Study Adds to Findings that Link Prenatal Pesticide Exposure to Lower IQs

(Beyond Pesticides, July 29, 2016)  A study released earlier this week finds lower IQ (intelligence quotient) in children born to mothers who during their pregnancy were living in close proximity to chemical-intensive agricultural lands where organophosphate pesticides were used. This study adds to the body of scientific literature that links prenatal exposure to organophosphate pesticides with lower IQ’s in children. Organophosphate pesticides, a relatively older generation of highly neurotoxic pesticides still widely used on farms in California, have been associated with a  broad range of diseases  in both children and adults.  This  latest study  supports health and environmental advocates’ call to eliminate these toxic pesticides in agriculture and move toward safer, sustainable, and organic management practices.

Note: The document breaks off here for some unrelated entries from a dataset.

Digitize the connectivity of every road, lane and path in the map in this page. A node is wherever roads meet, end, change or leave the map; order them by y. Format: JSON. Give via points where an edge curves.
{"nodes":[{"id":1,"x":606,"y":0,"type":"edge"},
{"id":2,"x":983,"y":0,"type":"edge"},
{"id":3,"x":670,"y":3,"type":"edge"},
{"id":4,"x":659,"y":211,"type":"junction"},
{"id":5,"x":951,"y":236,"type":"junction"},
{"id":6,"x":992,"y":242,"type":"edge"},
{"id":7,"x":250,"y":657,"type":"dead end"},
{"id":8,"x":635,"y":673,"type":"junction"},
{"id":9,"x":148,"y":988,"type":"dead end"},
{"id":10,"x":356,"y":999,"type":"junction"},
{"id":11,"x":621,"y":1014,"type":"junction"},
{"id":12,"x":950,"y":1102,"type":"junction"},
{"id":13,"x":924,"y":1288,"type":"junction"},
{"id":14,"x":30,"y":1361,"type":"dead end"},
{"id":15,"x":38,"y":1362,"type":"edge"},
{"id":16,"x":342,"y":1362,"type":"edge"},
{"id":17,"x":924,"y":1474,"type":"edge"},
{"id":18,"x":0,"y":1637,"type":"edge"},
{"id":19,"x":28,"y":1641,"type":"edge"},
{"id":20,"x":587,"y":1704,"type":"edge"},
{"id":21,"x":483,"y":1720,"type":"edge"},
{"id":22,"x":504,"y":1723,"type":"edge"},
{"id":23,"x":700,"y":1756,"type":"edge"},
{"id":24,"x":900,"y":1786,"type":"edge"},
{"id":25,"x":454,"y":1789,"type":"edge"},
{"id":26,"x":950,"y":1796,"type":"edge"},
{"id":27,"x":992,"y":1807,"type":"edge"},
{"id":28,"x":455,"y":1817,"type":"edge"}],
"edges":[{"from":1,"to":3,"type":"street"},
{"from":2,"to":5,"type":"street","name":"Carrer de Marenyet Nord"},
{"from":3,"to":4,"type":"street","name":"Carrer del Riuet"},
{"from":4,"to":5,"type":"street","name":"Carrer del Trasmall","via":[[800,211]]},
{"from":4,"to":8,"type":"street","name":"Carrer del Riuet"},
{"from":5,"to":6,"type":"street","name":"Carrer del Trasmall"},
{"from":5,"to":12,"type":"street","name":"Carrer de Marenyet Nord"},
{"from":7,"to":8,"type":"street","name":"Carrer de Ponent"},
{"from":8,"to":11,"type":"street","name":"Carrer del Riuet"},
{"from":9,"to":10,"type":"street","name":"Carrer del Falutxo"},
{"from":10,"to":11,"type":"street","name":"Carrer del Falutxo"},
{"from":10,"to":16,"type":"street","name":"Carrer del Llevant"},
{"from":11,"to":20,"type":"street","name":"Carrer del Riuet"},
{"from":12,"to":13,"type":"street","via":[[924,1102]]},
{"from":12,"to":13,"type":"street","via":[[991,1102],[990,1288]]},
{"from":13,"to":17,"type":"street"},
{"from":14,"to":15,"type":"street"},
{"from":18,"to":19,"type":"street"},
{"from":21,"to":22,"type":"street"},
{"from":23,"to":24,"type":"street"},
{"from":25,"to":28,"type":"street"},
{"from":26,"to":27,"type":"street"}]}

The study, titled  Prenatal Residential Proximity to Agricultural Pesticide Use and IQ in 7-Year-Old Children, looks at 283 women and children from the agricultural Salinas Valley who are enrolled in the long-term Center for the Health of Mothers and Children in Salinas (CHAMACOS) study. Specifically, researchers looked at pregnant women living within one kilometer of agricultural fields where organophosphate pesticides were used. They found that at age 7, the children of those women had declines of approximately two IQ points and three verbal reasoning […]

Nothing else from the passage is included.